Sentía su pecho muy apretado y eso le hacía sentirse muy mal, andaba de mal humor y todo le molestaba, cada viaje, el dolor era peor y el trato con la gente que la rodeaba también iba empeorando, llegó a un punto que discutía a gritos con su familia, hasta ella se desconocía por que nunca había levantado la voz, comenzó a hacer cosas que antes no hacía como fumar y deshacerse de sus amigos de años. Cada vez estaba más sola pero el cigarro la consolaba inimaginablemente.
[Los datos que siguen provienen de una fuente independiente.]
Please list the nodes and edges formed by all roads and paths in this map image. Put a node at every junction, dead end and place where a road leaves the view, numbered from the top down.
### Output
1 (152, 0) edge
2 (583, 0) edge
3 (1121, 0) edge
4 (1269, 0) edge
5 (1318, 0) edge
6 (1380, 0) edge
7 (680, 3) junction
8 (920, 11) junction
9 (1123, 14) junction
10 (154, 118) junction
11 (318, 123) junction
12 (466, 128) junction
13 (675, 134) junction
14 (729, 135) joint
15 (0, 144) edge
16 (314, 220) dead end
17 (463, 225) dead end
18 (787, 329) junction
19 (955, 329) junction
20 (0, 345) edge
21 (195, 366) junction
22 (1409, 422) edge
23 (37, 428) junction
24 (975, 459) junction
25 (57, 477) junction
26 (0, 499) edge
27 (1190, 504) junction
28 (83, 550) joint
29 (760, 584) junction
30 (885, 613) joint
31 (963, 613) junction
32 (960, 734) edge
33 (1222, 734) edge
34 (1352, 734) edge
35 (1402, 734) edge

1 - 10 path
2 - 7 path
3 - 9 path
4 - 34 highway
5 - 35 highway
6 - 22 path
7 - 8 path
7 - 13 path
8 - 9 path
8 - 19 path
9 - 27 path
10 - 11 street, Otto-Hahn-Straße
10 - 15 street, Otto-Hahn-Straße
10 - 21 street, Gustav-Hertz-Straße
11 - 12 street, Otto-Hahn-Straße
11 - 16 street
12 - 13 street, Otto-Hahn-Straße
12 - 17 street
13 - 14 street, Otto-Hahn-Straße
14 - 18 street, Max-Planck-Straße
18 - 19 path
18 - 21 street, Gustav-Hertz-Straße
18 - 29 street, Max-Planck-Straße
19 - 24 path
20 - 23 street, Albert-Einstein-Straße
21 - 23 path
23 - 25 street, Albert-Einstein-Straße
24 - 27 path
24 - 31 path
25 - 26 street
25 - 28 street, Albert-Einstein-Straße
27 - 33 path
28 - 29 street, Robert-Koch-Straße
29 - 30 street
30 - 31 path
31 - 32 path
Esa noche decidió viajar cerca y no ir tan lejos quería volver para descansar un poco más, pensaba que era eso lo que le estaba cambiando su humor, cuando volaba se sentía nuevamente ella, pensó que era su cuerpo el que le molestaba, al volver vio como una sombra se introducía en su cuerpo, al acercarse notó que se estaba comiendo una luz, y en cada bocado le dejaba espacio para que esa sombra entrara ella intentó entrar en su cuerpo pero este ser no la dejaba hasta que de tanto molestarlo se fue. Muy asustada volvió y nuevamente ese dolor de pecho que no la dejaba y sentía una rabia inmensa. Prendió su computador y comenzó a buscar información sobre el desdoblamiento para saber que le estaba ocurriendo pero no encontró nada. Había un foro donde se hablaba del tema y lo escribió para ver si alguien tenía alguna solución, decidió no volver a viajar hasta saber qué estaba ocurriendo.
Pasaron unos días y le llegó un mail anunciando: “URGENTE: no te desdobles”, abrió con susto su mail y decía lo siguiente: “Querida amiga, leí en el foto lo que te está ocurriendo y voy a comenzar explicando que con varias investigaciones se ha dicho que nosotros estamos compuestos de alma, cuerpo y espíritu, al dejar tu cuerpo, tu alma viaja, pero tu espíritu el que da la vida no puede dejar tu cuerpo o si no muere. Lamentablemente en este mundo existen almas que no han encontrado su camino y andan errantes buscando su espíritu. La sombra que viste se está apoderando de tu cuerpo comiéndose tu espíritu, te queda muy poco de vida si vuelves a salir ya no podrás volver nunca más. Firma: Tu ángel”. Esto no lo creyó y pensó que era una mala broma, no le dio importancia, solo espero un poco tiempo antes de volver intentar volar.
Una noche sintió unas ganas enormes de salir, se acordó del mail pero igual quería salir por que la sensación de volar, estar suspendida en el aire era indescriptible, cerró sus ojos, se colocó en posición y comenzó el proceso, no se dio cuenta que algo la estaba esperando pacientemente con una sonrisa.
Viajó hasta un campo sintió la brisa, los árboles, el pasto húmedo hasta que sin darse cuenta advirtió el hermoso amanecer que comenzaba a despertar la ciudad, ya era hora de volver, se le había pasado el tiempo muy rápido, pero le costaba mucho llegar como si le faltara fuerza, al llegar sintió mucha gente llorando, se asomó despacio por la ventana y vio a su familia rodeando su cuerpo que estaba pálido con la boca abierta que evidenciaba un extremo dolor. Sintió el murmullo de un tío que le explicaba a otro que la pobre joven, había tenido una noche de gran dolor y murió sin que nadie pudiera hacer algo. Demasiado tarde comprendió el mensaje, ya era otra alma que buscaría saciar su sed de vida comiéndose algún espíritu que dejen solo.